Dataset content Start Marker

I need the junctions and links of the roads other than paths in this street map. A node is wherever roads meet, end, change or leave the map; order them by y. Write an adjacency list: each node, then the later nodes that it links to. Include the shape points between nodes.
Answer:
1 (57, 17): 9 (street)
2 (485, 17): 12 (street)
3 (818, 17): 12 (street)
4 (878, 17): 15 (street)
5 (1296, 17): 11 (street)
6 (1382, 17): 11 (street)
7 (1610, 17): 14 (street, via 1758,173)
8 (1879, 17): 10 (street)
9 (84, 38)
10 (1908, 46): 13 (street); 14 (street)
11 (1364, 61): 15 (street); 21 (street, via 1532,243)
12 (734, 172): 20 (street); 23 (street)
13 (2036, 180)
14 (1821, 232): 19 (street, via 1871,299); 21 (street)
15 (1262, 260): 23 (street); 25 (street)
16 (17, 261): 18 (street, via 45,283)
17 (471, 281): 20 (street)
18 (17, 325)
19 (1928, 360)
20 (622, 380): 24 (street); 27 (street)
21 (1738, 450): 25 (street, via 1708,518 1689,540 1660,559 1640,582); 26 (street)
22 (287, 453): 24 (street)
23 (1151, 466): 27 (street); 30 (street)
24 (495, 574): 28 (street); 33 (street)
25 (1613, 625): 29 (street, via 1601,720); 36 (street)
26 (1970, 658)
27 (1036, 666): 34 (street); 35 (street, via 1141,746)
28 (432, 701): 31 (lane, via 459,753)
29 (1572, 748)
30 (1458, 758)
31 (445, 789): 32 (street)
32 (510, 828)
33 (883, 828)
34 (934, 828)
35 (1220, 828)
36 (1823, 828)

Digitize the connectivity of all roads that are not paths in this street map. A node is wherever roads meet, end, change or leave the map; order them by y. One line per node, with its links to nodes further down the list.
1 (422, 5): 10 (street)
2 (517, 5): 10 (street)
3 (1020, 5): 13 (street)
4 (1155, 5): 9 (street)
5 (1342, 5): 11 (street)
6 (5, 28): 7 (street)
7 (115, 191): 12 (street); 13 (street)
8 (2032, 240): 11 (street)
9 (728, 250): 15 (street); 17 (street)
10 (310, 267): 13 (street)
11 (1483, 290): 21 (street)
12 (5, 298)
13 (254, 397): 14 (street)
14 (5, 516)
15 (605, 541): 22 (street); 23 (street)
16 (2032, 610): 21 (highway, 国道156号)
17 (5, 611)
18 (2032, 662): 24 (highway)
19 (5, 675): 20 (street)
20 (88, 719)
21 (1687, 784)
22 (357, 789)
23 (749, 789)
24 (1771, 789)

Dataset content End Marker

Please retype all of the records above exactly as they are.

**Your response**
I need the junctions and links of the roads other than paths in this street map. A node is wherever roads meet, end, change or leave the map; order them by y. Write an adjacency list: each node, then the later nodes that it links to. Include the shape points between nodes.
Answer:
1 (57, 17): 9 (street)
2 (485, 17): 12 (street)
3 (818, 17): 12 (street)
4 (878, 17): 15 (street)
5 (1296, 17): 11 (street)
6 (1382, 17): 11 (street)
7 (1610, 17): 14 (street, via 1758,173)
8 (1879, 17): 10 (street)
9 (84, 38)
10 (1908, 46): 13 (street); 14 (street)
11 (1364, 61): 15 (street); 21 (street, via 1532,243)
12 (734, 172): 20 (street); 23 (street)
13 (2036, 180)
14 (1821, 232): 19 (street, via 1871,299); 21 (street)
15 (1262, 260): 23 (street); 25 (street)
16 (17, 261): 18 (street, via 45,283)
17 (471, 281): 20 (street)
18 (17, 325)
19 (1928, 360)
20 (622, 380): 24 (street); 27 (street)
21 (1738, 450): 25 (street, via 1708,518 1689,540 1660,559 1640,582); 26 (street)
22 (287, 453): 24 (street)
23 (1151, 466): 27 (street); 30 (street)
24 (495, 574): 28 (street); 33 (street)
25 (1613, 625): 29 (street, via 1601,720); 36 (street)
26 (1970, 658)
27 (1036, 666): 34 (street); 35 (street, via 1141,746)
28 (432, 701): 31 (lane, via 459,753)
29 (1572, 748)
30 (1458, 758)
31 (445, 789): 32 (street)
32 (510, 828)
33 (883, 828)
34 (934, 828)
35 (1220, 828)
36 (1823, 828)

Digitize the connectivity of all roads that are not paths in this street map. A node is wherever roads meet, end, change or leave the map; order them by y. One line per node, with its links to nodes further down the list.
1 (422, 5): 10 (street)
2 (517, 5): 10 (street)
3 (1020, 5): 13 (street)
4 (1155, 5): 9 (street)
5 (1342, 5): 11 (street)
6 (5, 28): 7 (street)
7 (115, 191): 12 (street); 13 (street)
8 (2032, 240): 11 (street)
9 (728, 250): 15 (street); 17 (street)
10 (310, 267): 13 (street)
11 (1483, 290): 21 (street)
12 (5, 298)
13 (254, 397): 14 (street)
14 (5, 516)
15 (605, 541): 22 (street); 23 (street)
16 (2032, 610): 21 (highway, 国道156号)
17 (5, 611)
18 (2032, 662): 24 (highway)
19 (5, 675): 20 (street)
20 (88, 719)
21 (1687, 784)
22 (357, 789)
23 (749, 789)
24 (1771, 789)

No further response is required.